The crash in the Chinese stock market (down 30 percent in three weeks with no end in sight) is bringing forth comparisons to the big U.S. stock crash of 1929, as well it should. In the world of central banks and fiat money, inevitable busts follow unsustainable booms. The closer one watches the “experts” at the helm of monetary policy in any country, the more apparent it is that they are constantly scrambling to undo the calamities of their own handiwork.
Prior to the 2008 global financial meltdown, monetary policy in China was expansionist just like it was in the United States and much of the industrial world. Interest rates were held down while liquidity in the banking system was pumped up. By 2007, it became clear that monetary policy in the United States and most Western countries had lurched in the other direction. The bubble fostered by the prior easy money burst with a bang in the summer and fall of 2008.
But Beijing’s bubble only got bigger because monetary policy shifted into high gear instead of into reverse. The Peoples Bank of China (PBOC) presided over an extraordinary growth in loans, deposits and reserves; a further cut in interest rates; and big hikes in public spending focused on industry, both state-owned and private.
Beijing’s monetary stance finally shifted four years later, as evidenced by the yield on Chinese government bonds between 2012 and 2014: It nearly doubled from about 2.5 percent to 4.5 percent in nominal terms but rose even more dramatically after adjusting for inflation: In the same period, the official consumer price index fell from 4 percent to 2.5 percent.
You can drug an economy for only so long. When the injections dwindle or stop, the withdrawal symptoms take over. Last year, with the economy turning south, Beijing reversed itself again and has been desperately trying to re-inflate ever since, but markets have lost confidence.
Think of 2015 as China’s 2008 — with all those additional years of artificial, easy money-fostered misallocation of resources to atone for. This is why the coming slump in China may make ours of 1929 look like a romp in the park.
So monetary expansion produced a temporary boom, followed by tight money that heralded the now-evolving bust in China. Looks a lot like 1924-1929 in the United States. Here’s an interesting question: Will the next few years in China be like the twelve that followed our 1929 crash?

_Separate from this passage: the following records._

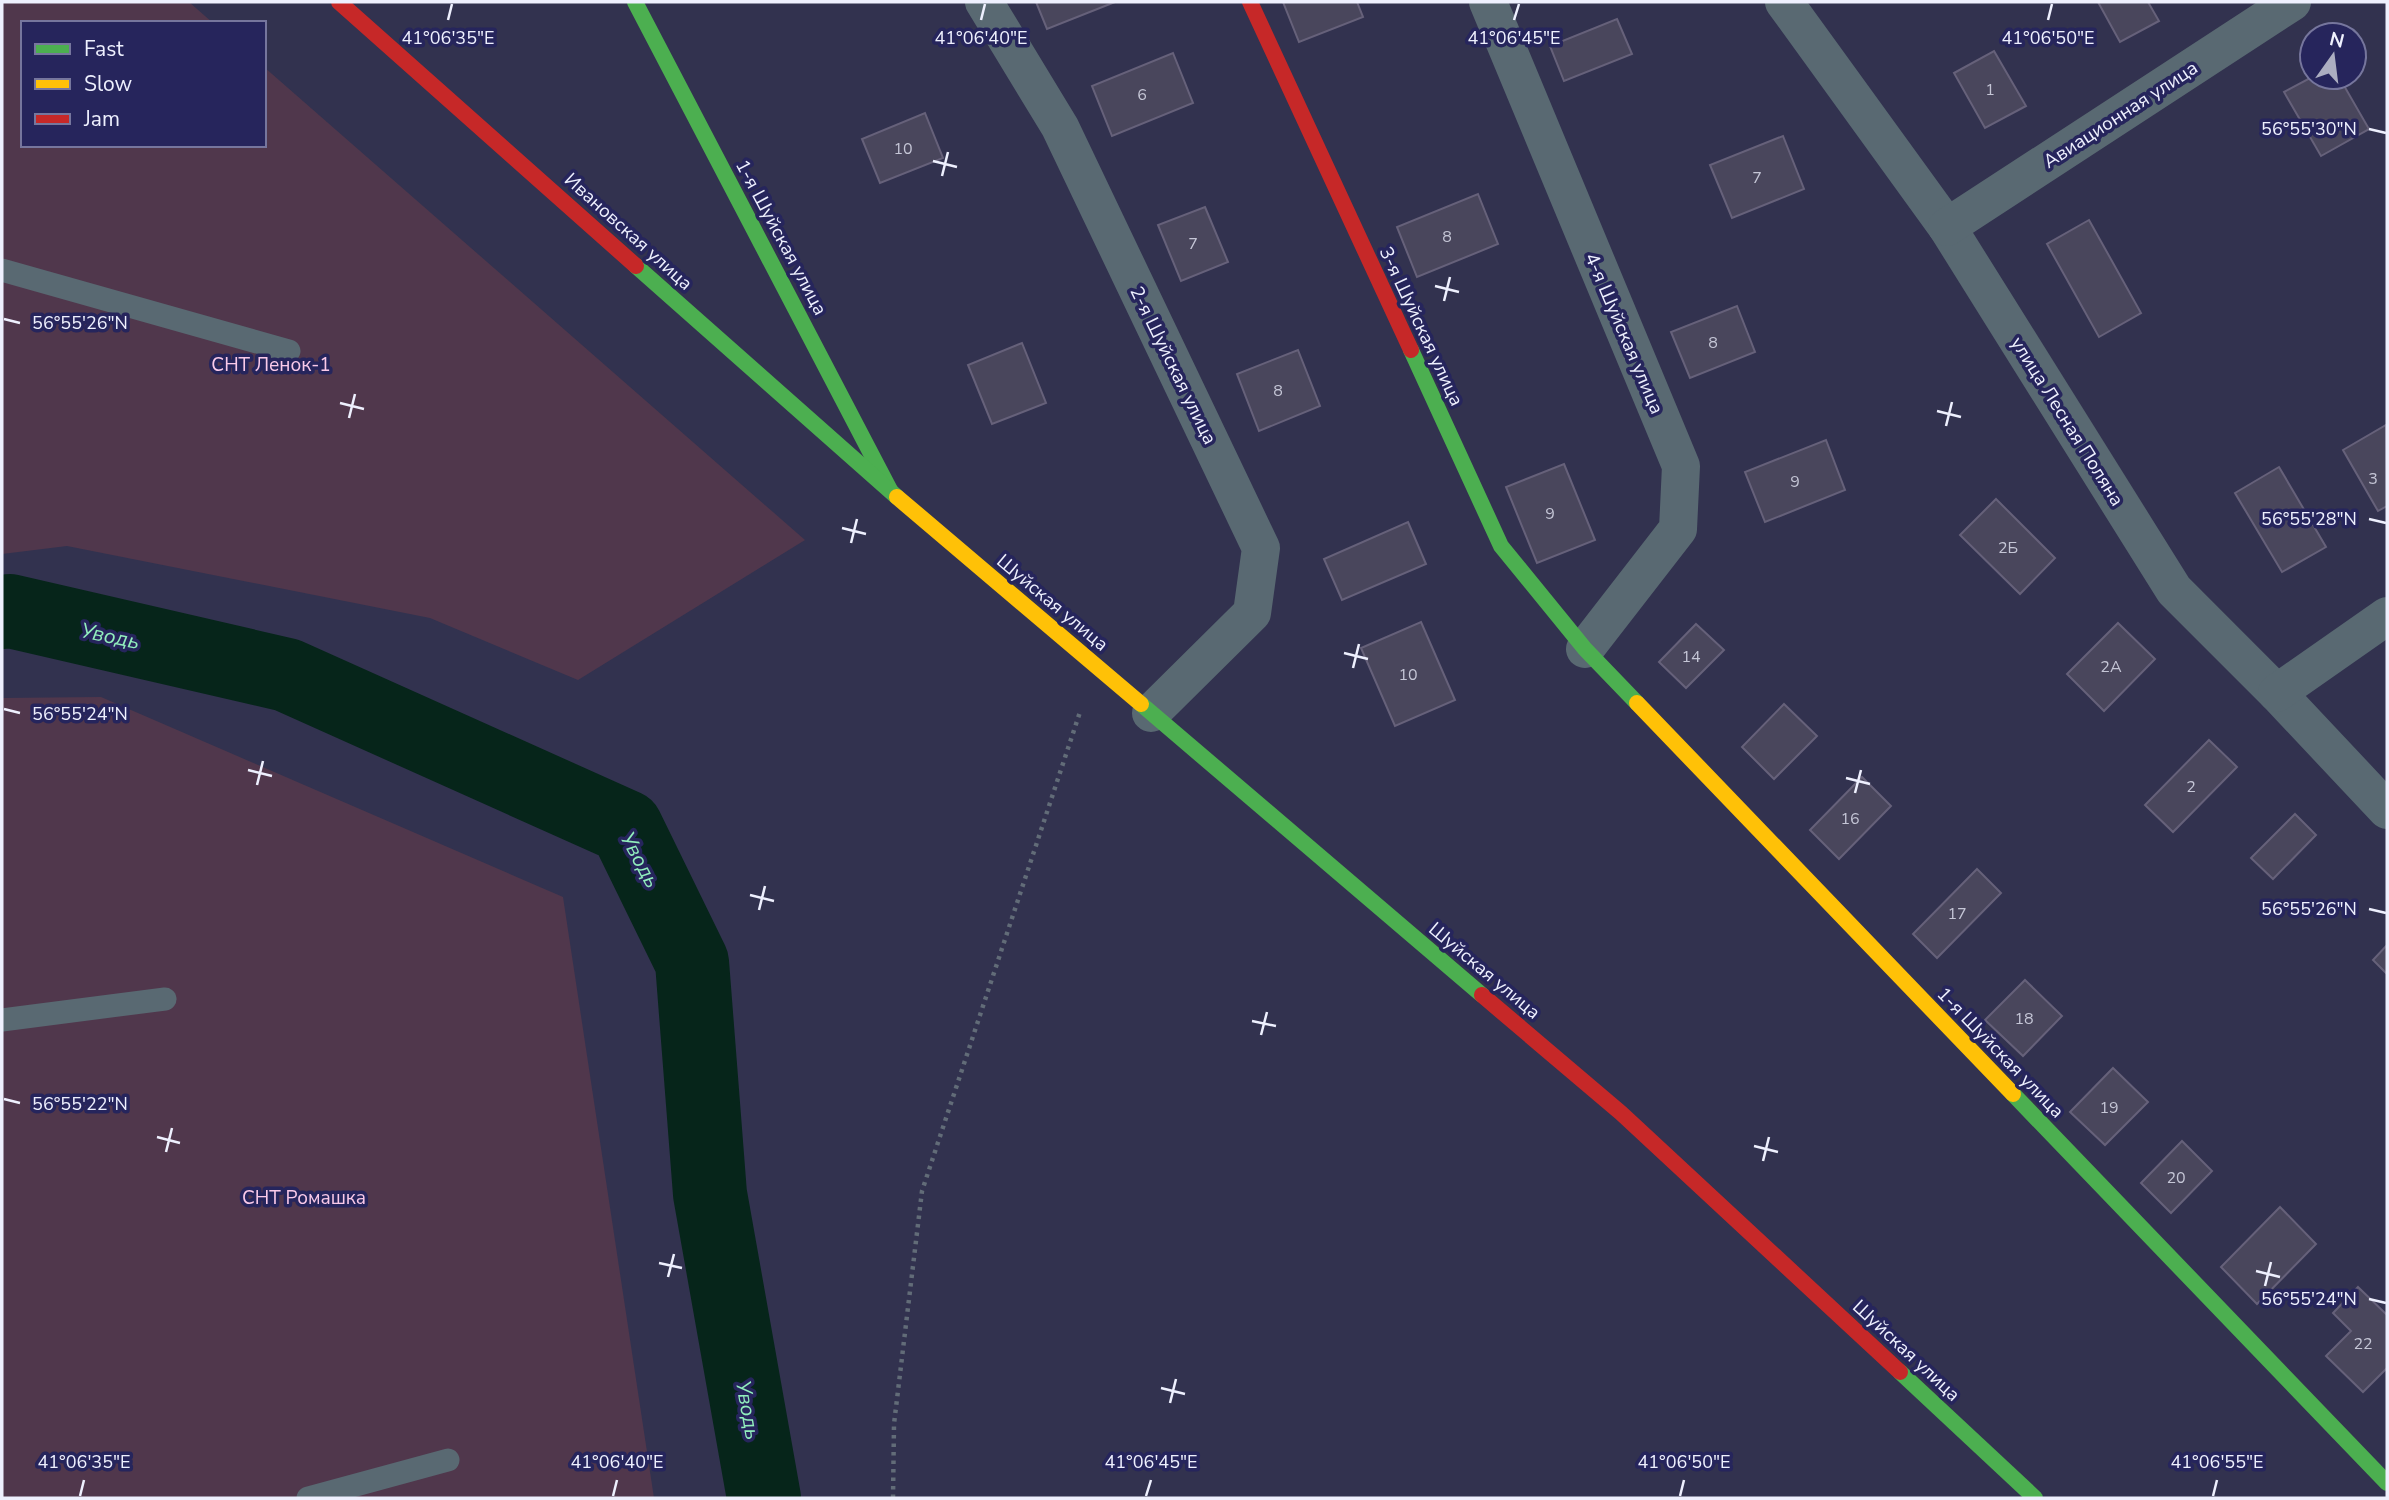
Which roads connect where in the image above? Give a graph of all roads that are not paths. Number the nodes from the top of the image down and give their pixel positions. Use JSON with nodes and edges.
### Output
{"nodes":[{"id":1,"x":339,"y":2,"type":"edge"},
{"id":2,"x":636,"y":2,"type":"edge"},
{"id":3,"x":984,"y":2,"type":"edge"},
{"id":4,"x":1250,"y":2,"type":"edge"},
{"id":5,"x":1488,"y":2,"type":"edge"},
{"id":6,"x":1784,"y":2,"type":"edge"},
{"id":7,"x":2292,"y":2,"type":"edge"},
{"id":8,"x":1947,"y":227,"type":"junction"},
{"id":9,"x":2,"y":270,"type":"edge"},
{"id":10,"x":289,"y":351,"type":"dead end"},
{"id":11,"x":891,"y":492,"type":"junction"},
{"id":12,"x":2387,"y":615,"type":"edge"},
{"id":13,"x":1585,"y":649,"type":"junction"},
{"id":14,"x":2277,"y":693,"type":"junction"},
{"id":15,"x":1152,"y":713,"type":"junction"},
{"id":16,"x":2387,"y":810,"type":"edge"},
{"id":17,"x":165,"y":999,"type":"dead end"},
{"id":18,"x":2,"y":1020,"type":"edge"},
{"id":19,"x":448,"y":1460,"type":"dead end"},
{"id":20,"x":2387,"y":1483,"type":"edge"},
{"id":21,"x":308,"y":1498,"type":"edge"},
{"id":22,"x":2035,"y":1498,"type":"edge"}],
"edges":[{"from":1,"to":11,"type":"street","name":"Ивановская улица"},
{"from":2,"to":11,"type":"street","name":"1-я Шуйская улица"},
{"from":3,"to":15,"type":"street","name":"2-я Шуйская улица"},
{"from":4,"to":13,"type":"street","name":"3-я Шуйская улица"},
{"from":5,"to":13,"type":"street","name":"4-я Шуйская улица"},
{"from":6,"to":8,"type":"street","name":"улица Лесная Поляна"},
{"from":7,"to":8,"type":"street","name":"Авиационная улица"},
{"from":8,"to":14,"type":"street","name":"улица Лесная Поляна"},
{"from":9,"to":10,"type":"lane"},
{"from":11,"to":15,"type":"street","name":"Шуйская улица"},
{"from":12,"to":14,"type":"street"},
{"from":13,"to":20,"type":"street","name":"1-я Шуйская улица"},
{"from":14,"to":16,"type":"street","name":"улица Лесная Поляна"},
{"from":15,"to":22,"type":"street","name":"Шуйская улица"},
{"from":17,"to":18,"type":"lane"},
{"from":19,"to":21,"type":"lane"}]}
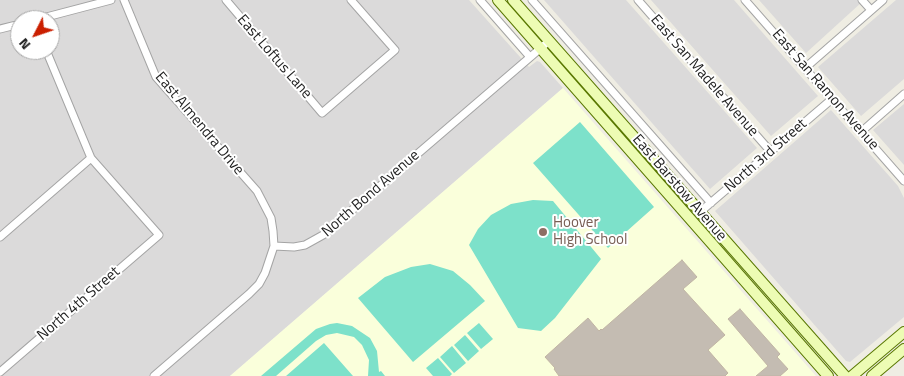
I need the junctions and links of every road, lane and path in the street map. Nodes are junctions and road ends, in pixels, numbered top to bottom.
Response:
1 (111, 0) edge
2 (124, 0) edge
3 (226, 0) edge
4 (351, 0) edge
5 (480, 0) edge
6 (498, 0) edge
7 (513, 0) edge
8 (532, 0) edge
9 (638, 0) edge
10 (746, 0) edge
11 (862, 0) edge
12 (883, 0) edge
13 (871, 10) junction
14 (60, 13) edge
15 (549, 41) junction
16 (540, 48) junction
17 (530, 57) junction
18 (50, 60) edge
19 (805, 68) junction
20 (904, 94) edge
21 (832, 99) junction
22 (861, 132) junction
23 (770, 152) junction
24 (90, 158) junction
25 (904, 181) edge
26 (711, 203) junction
27 (700, 212) junction
28 (0, 237) edge
29 (274, 246) junction
30 (904, 332) edge
31 (904, 349) edge
32 (0, 372) edge
33 (154, 376) edge
34 (828, 376) edge
35 (845, 376) edge
36 (852, 376) edge
37 (872, 376) edge

1 - 14 street
2 - 29 street, East Almendra Drive
3 - 4 street, East Loftus Lane
5 - 17 street
6 - 16 main road, East Barstow Avenue
7 - 15 main road, East Barstow Avenue
8 - 26 street
9 - 23 street, East San Madele Avenue
10 - 19 street, East San Ramon Avenue
11 - 13 street
12 - 13 street
13 - 19 street
15 - 16 street, North Bond Avenue
15 - 27 main road, East Barstow Avenue
16 - 17 street, North Bond Avenue
16 - 34 main road, East Barstow Avenue
17 - 29 street, North Bond Avenue
18 - 24 street
19 - 21 street, East San Ramon Avenue
20 - 22 street
21 - 22 street, East San Ramon Avenue
21 - 23 street, North 3rd Street
22 - 25 street, East San Ramon Avenue
23 - 26 street, North 3rd Street
24 - 28 street
24 - 32 street, North 4th Street
26 - 27 street, North 3rd Street
27 - 35 main road, East Barstow Avenue
29 - 33 street
30 - 36 main road
31 - 37 main road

Parallels and comparisons are difficult to make because the two economies differ in so many ways. Nobody knows for sure what China’s fumbling policy makers will do next. But they cannot escape this reality: If you do stupid things, bad things will follow.
As I explained in my essay “Great Myths of the Great Depression,” the autumn 1929 plunge in the U.S. stock market was followed by a recovery in the winter and spring. By June 1930, half of the market’s losses were erased. Unemployment was still in single digits. It was a series of bipartisan blunders that took a recession and transformed it into a deep and lingering depression.
Most high school and college textbooks repeat the discredited error that the Hoover administration took a “laissez faire” attitude toward the economy from 1929 to 1933. Then Franklin D. Roosevelt rode in on a white horse and saved us.
But Hoover “fought” the crisis by choking off world trade with stifling, sky-high tariffs in June 1930, followed by a doubling of income tax rates in 1932, all while the experts at the Federal Reserve contracted the money supply by a third. Hoover jawboned businesses to keep wage rates high even as prices tumbled. He threw public money at bailout schemes like the Reconstruction Finance Corporation. Things only got worse.
Roosevelt campaigned in 1932 to bring an end to “the greatest taxing and spending administration in history,” promising a 25 percent reduction in the bloated federal budget. Upon election, he did precisely the opposite. Federal spending soared, as did taxes and tax rates.
He used public money to destroy crops and cattle. He attempted to cartelize American industry through price-control codes. My essay cited above, as well as historian Burton Folsom’s book New Deal or Raw Deal, chronicle years of bad, interventionist policy that prolonged the Great Depression by at least seven years.
If China now imitates what the US did in the 1930s, it will compound the problem. If the folks running Beijing are like the FDR braintrusters who cooked up the New Deal, they’ll jack up taxes, choke off trade, regulate the daylights out of what free enterprise there is, blow billions of renminbi on make-work and bailout schemes, destroy lots of rice paddies, and deliver the glorious news to the people via fireside chats on the radio.
So now, you ask, what should China do?
That’s a poor question to ask of someone who believes the best advice for central planners is to quit their jobs and find honest work. We free market economists know how to bake a pretty good cake. John Cowperthwaite did it in Hong Kong, and Ludwig Erhard did it in Germany. The ingredients include sound, market-based money; property rights and the rule of law; free markets and entrepreneurship.
But we’re constantly expected to fix the cake after the statists have added gravel and horse dung to the mix, then turned the temperature in the oven up too high. That’s a much tougher job.
I do know this: If China’s leaders pile more “expert” central planning on top of their already mile-high pile, a busted stock market will be one of the least of their long-term worries.